La mission d'information sur le traitement de la récidive des infractions pénales, qui avait été mise en place par votre prédécesseur en préalable au texte dont nous discutons aujourd'hui, avait émis des propositions dans ce sens. Ce n'est pas ce que, avec votre majorité, vous en avez vous-même retenu, monsieur le garde des sceaux.
Le rapport Burgelin, dont seules les références concernant l'enfermement ont été citées, insistait sur la nécessité de se donner les moyens de mieux évaluer la dangerosité des personnes détenues. Mais, là encore, il est urgent d'attendre...

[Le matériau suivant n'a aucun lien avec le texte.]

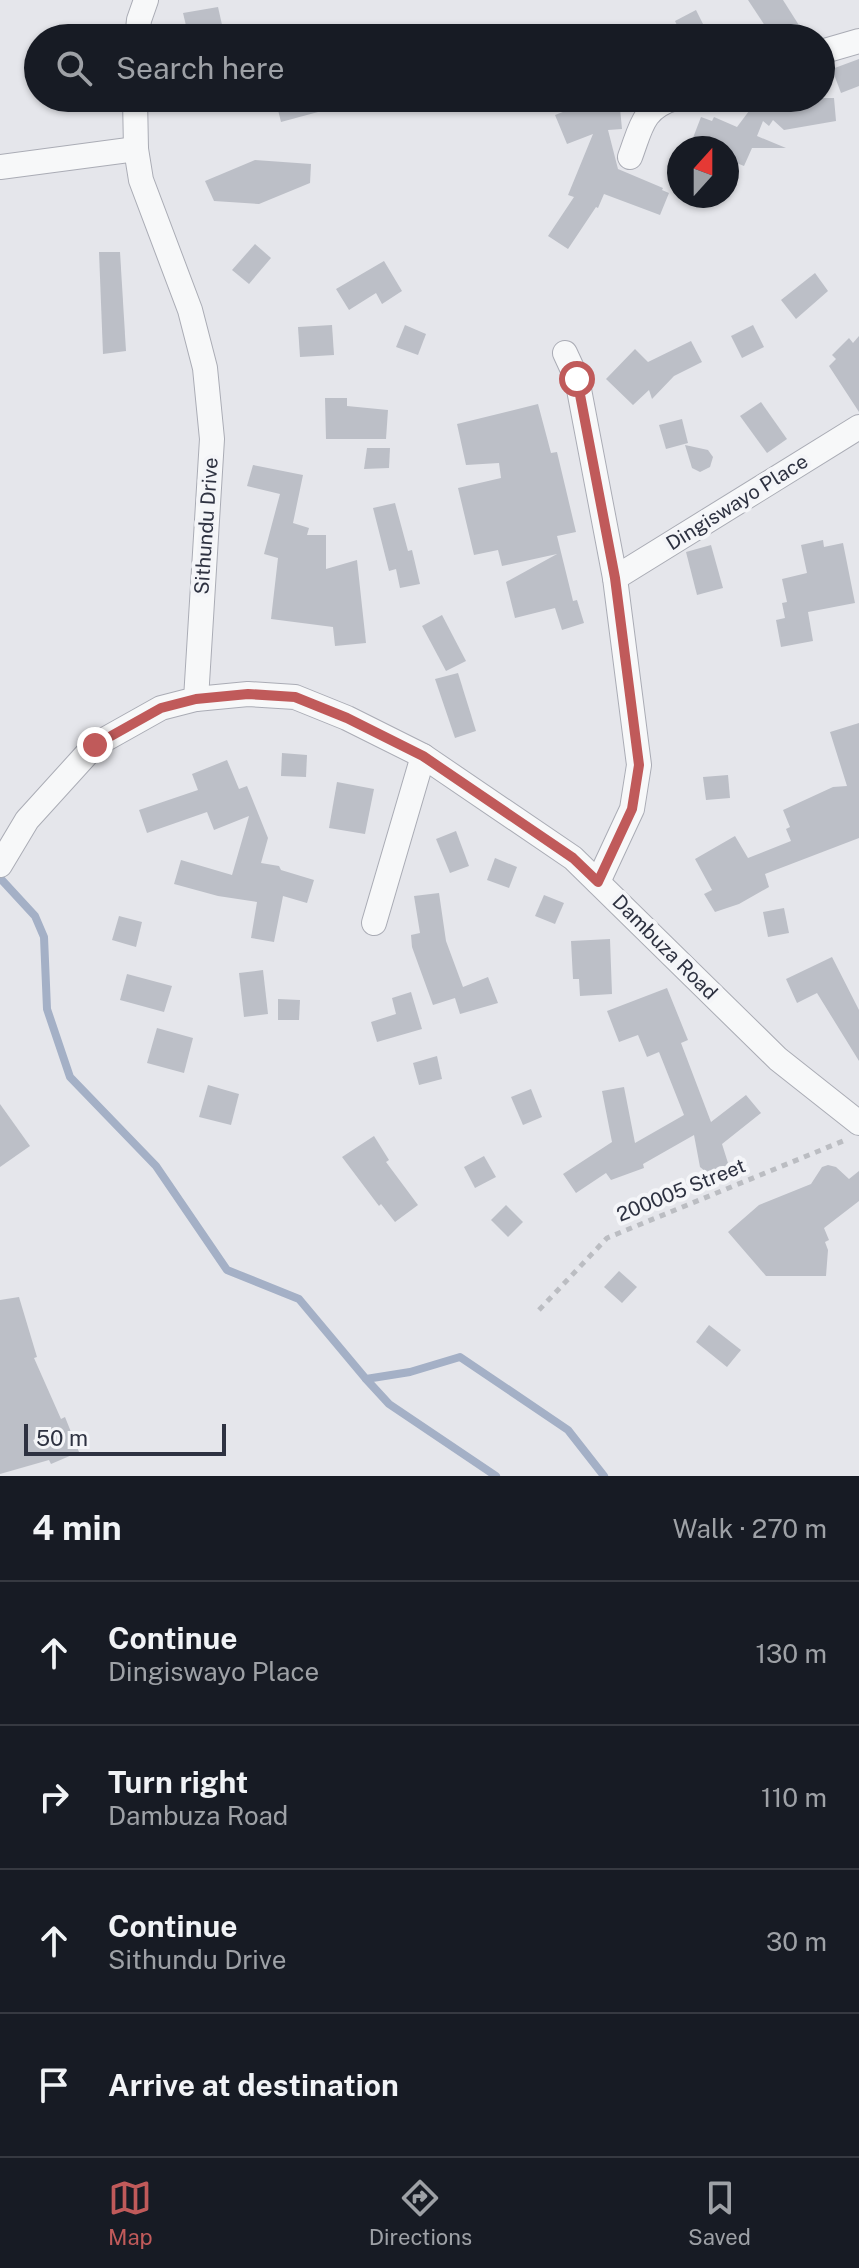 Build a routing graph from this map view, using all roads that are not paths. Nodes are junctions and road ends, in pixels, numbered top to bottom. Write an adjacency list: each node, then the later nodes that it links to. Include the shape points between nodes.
1 (146, 0): 2 (street)
2 (139, 24)
3 (859, 41): 4 (street)
4 (835, 48)
5 (135, 112): 7 (street, Sithundu Drive)
6 (648, 112): 8 (street)
7 (136, 149): 9 (street); 13 (street, Sithundu Drive, via 141,180 190,310 205,368 212,439)
8 (630, 157)
9 (0, 167)
10 (565, 353): 12 (street, via 577,379)
11 (859, 427): 12 (street, Dingiswayo Place)
12 (615, 578): 16 (street, via 639,765 632,809)
13 (196, 699): 14 (street, Dambuza Road, via 295,697); 15 (street, via 161,708 95,745 27,820)
14 (423, 756): 16 (street, Dambuza Road, via 573,858); 17 (street)
15 (0, 865)
16 (598, 882): 18 (street, Dambuza Road)
17 (374, 923)
18 (852, 1132) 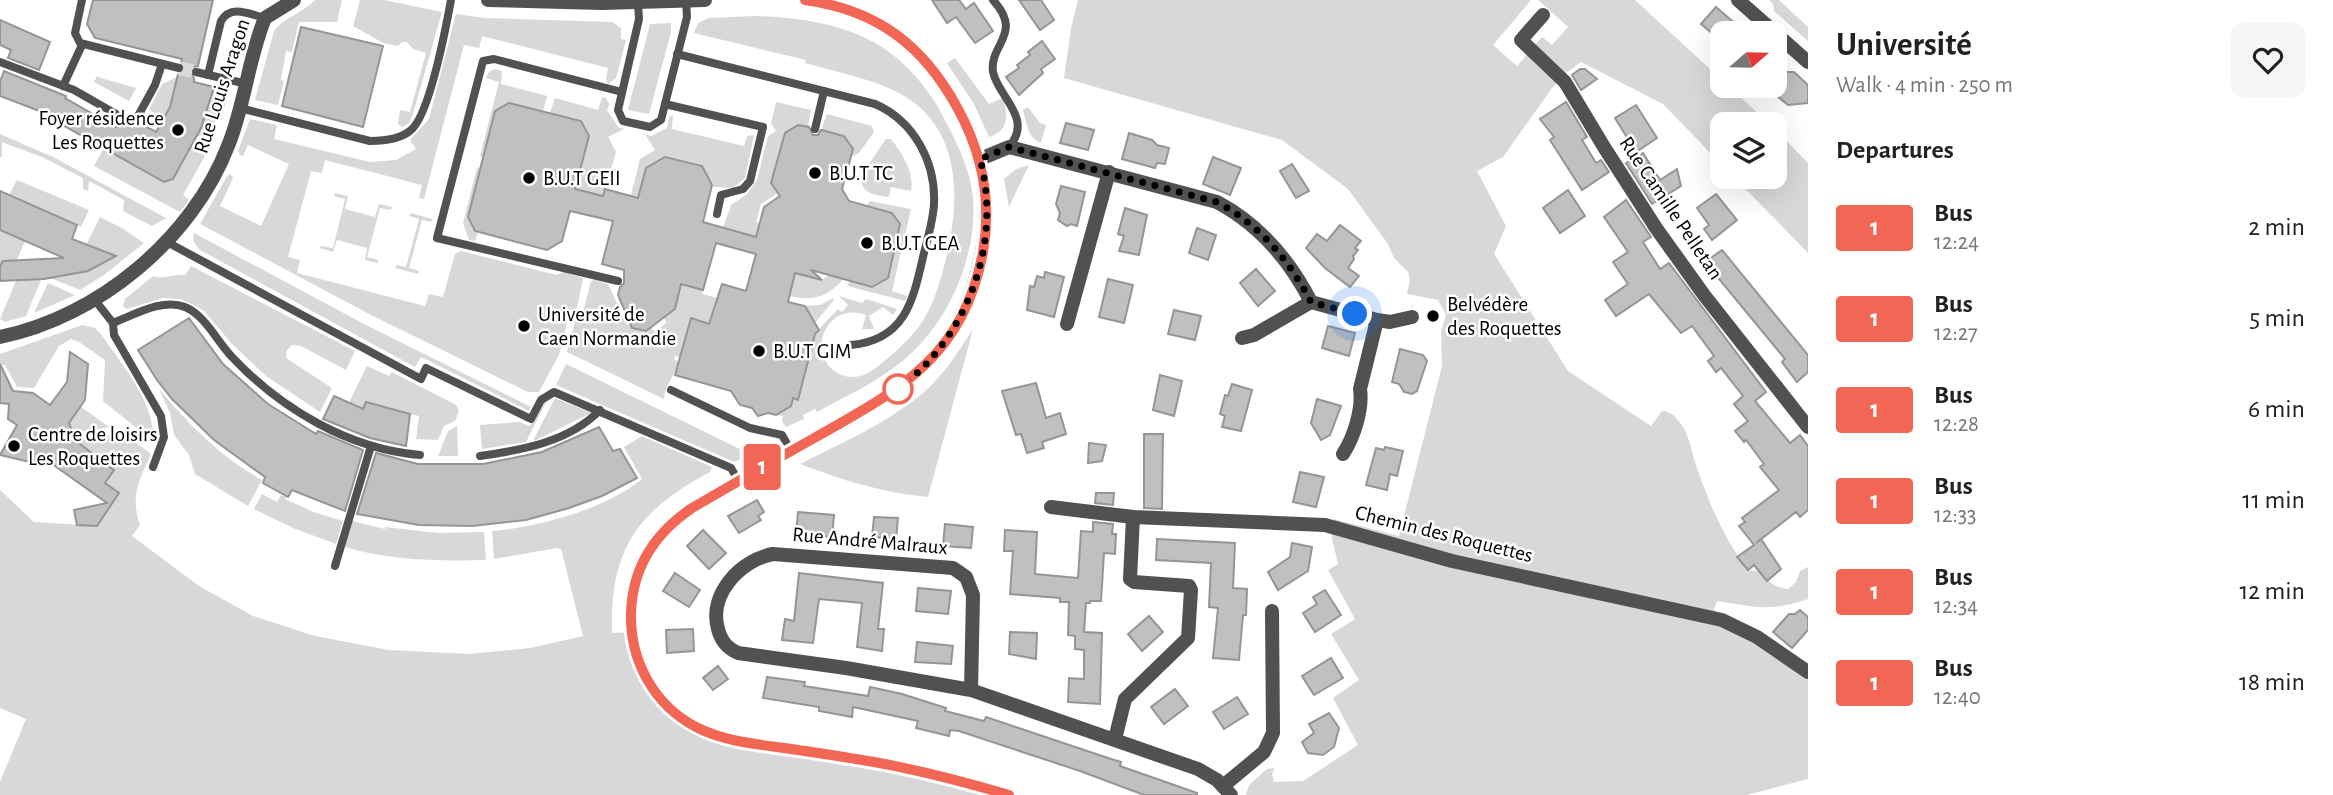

Evidemment, ces propositions ont un coût financier. Or, monsieur le garde des sceaux, mes chers collègues, notre pays dépense moins que la plupart des grands pays européens pour sa justice. En outre, il s'attache surtout à construire des prisons et à prévoir des effectifs de surveillance plutôt que d'affecter des postes supplémentaires autres catégories de personnels qui, nous le savons, sont nécessaires pour que la peine ait des conséquences positives.
Quoi qu'en dise notre rapporteur, les députés ont voté à nouveau les dispositions que le Sénat avait largement critiquées : introduction de la réitération, aggravation des peines incompressibles, limitation du crédit de réduction des peines, incarcération dès le prononcé de la peine. De surcroît, ils ont ajouté des mesures visant à durcir les conditions de la libération conditionnelle, à élargir le cadre de la récidive légale ainsi que les conditions d'inscription au fichier des délinquants sexuels.
La philosophie qui sous-tend leurs options est claire : il s'agit d'incarcérer plus vite, plus facilement et plus longtemps les récidivistes, y compris les mineurs. Mais ils ne prévoient rien pour la prévention de la récidive !
Je me limiterai à quelques commentaires sur ces mesures.
S'agissant de la réitération, quel est le sens de la codification de cette notion ? En effet, sans avoir de traduction législative, la réitération correspond néanmoins à une réalité : il y a réitération lorsqu'une personne déjà condamnée définitivement pour un crime ou délit commet, après un certain laps de temps, une nouvelle infraction dont la nature et le délai ne répondent pas aux conditions de la récidive légale. Cette définition peut se trouver dans tout manuel de droit pénal !
En cas de réitération, le magistrat prend en compte les antécédents de l'auteur de l'infraction. Et, si le fait de la réitération n'exerce aucune influence, en droit, sur la mesure de la peine applicable à la seconde des infractions, celle-ci devant être traitée comme une infraction isolée, dans les faits, la condamnation afférente à la première infraction étant connue de la juridiction qui juge la seconde - en raison notamment de la consultation du casier judiciaire - il est fort probable que ce précédent exercera une influence défavorable sur la peine qui sera prononcée.